<<<<
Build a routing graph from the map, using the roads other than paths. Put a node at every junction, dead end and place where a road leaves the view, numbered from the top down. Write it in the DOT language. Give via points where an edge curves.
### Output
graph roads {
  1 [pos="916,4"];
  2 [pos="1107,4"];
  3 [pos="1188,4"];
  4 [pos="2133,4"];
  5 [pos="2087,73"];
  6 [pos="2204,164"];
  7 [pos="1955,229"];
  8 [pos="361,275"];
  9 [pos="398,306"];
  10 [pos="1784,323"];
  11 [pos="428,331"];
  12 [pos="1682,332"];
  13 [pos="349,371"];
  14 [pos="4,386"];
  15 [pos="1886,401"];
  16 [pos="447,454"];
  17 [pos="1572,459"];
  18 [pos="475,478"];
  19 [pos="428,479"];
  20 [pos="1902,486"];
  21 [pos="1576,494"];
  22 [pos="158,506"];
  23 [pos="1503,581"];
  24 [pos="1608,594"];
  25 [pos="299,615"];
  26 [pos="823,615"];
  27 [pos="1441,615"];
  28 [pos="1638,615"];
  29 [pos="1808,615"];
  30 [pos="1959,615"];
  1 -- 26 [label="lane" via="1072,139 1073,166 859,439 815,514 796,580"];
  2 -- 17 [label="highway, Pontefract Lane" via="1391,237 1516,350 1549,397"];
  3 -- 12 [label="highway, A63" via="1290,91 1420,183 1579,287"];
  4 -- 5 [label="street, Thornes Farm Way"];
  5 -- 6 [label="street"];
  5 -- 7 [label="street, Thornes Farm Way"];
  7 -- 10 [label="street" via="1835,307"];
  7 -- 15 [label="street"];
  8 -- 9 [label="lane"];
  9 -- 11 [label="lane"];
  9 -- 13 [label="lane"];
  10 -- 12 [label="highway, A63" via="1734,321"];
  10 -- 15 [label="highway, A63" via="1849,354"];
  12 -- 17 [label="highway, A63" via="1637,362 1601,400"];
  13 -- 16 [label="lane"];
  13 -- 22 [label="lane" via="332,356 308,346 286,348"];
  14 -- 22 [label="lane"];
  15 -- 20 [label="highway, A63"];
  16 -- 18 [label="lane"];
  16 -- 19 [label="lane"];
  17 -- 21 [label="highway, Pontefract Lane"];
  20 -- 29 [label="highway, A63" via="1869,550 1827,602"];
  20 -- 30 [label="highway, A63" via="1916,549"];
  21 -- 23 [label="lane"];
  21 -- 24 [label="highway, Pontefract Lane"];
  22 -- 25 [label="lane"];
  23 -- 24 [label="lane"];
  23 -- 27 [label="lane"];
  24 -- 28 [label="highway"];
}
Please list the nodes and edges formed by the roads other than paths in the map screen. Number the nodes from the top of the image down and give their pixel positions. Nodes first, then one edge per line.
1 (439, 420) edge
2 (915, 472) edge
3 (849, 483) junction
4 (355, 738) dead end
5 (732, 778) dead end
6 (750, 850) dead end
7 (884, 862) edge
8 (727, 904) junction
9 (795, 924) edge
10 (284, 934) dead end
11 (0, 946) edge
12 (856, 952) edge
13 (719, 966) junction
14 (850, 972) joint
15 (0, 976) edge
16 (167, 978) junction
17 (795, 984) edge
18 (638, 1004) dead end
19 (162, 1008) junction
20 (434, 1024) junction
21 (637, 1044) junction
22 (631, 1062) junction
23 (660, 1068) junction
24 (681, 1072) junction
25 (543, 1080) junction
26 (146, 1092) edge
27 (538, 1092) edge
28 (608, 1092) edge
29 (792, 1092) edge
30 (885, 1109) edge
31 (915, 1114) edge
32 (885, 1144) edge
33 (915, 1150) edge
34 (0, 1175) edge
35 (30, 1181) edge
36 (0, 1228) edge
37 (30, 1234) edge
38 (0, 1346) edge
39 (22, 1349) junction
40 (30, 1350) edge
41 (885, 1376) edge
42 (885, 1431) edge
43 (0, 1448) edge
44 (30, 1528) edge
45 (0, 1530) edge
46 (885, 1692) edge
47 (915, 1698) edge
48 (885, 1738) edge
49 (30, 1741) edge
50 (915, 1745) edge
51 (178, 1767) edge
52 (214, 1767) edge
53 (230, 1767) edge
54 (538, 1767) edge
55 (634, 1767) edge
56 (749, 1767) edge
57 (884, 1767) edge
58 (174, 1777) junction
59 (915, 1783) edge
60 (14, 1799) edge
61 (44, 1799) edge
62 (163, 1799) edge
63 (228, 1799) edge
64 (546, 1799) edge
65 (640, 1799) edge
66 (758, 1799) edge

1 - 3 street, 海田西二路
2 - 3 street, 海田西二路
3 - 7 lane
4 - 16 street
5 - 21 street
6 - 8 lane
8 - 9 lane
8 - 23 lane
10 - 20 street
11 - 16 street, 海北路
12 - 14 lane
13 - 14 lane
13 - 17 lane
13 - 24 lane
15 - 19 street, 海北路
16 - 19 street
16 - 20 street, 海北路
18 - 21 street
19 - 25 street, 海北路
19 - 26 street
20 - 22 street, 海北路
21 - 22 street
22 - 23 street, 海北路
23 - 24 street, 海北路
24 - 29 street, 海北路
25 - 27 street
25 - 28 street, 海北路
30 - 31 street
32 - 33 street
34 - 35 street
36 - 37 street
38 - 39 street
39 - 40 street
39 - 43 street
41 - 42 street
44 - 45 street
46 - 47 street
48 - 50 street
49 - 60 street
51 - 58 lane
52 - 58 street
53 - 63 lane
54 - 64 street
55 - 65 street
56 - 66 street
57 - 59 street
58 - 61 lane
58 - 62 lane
>>>>
→ **Task goal**:
Every line above that contains the word "than" should be reported.

→ **Reply**:
Build a routing graph from the map, using the roads other than paths. Put a node at every junction, dead end and place where a road leaves the view, numbered from the top down. Write it in the DOT language. Give via points where an edge curves.
Please list the nodes and edges formed by the roads other than paths in the map screen. Number the nodes from the top of the image down and give their pixel positions. Nodes first, then one edge per line.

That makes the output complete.